What needs to be done: All of the data below is to be printed again exactly.
▬▬▬▬▬▬▬▬▬▬
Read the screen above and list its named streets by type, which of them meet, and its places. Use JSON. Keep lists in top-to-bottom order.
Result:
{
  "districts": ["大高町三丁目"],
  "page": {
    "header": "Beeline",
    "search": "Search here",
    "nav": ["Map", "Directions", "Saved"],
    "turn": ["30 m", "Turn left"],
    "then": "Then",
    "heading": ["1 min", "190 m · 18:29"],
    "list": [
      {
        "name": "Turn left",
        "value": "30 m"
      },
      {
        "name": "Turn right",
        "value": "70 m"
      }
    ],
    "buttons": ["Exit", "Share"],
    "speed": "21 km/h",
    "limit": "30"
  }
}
▬▬▬▬▬▬▬▬▬▬
Expected output:
Read the screen above and list its named streets by type, which of them meet, and its places. Use JSON. Keep lists in top-to-bottom order.
Result:
{
  "districts": ["大高町三丁目"],
  "page": {
    "header": "Beeline",
    "search": "Search here",
    "nav": ["Map", "Directions", "Saved"],
    "turn": ["30 m", "Turn left"],
    "then": "Then",
    "heading": ["1 min", "190 m · 18:29"],
    "list": [
      {
        "name": "Turn left",
        "value": "30 m"
      },
      {
        "name": "Turn right",
        "value": "70 m"
      }
    ],
    "buttons": ["Exit", "Share"],
    "speed": "21 km/h",
    "limit": "30"
  }
}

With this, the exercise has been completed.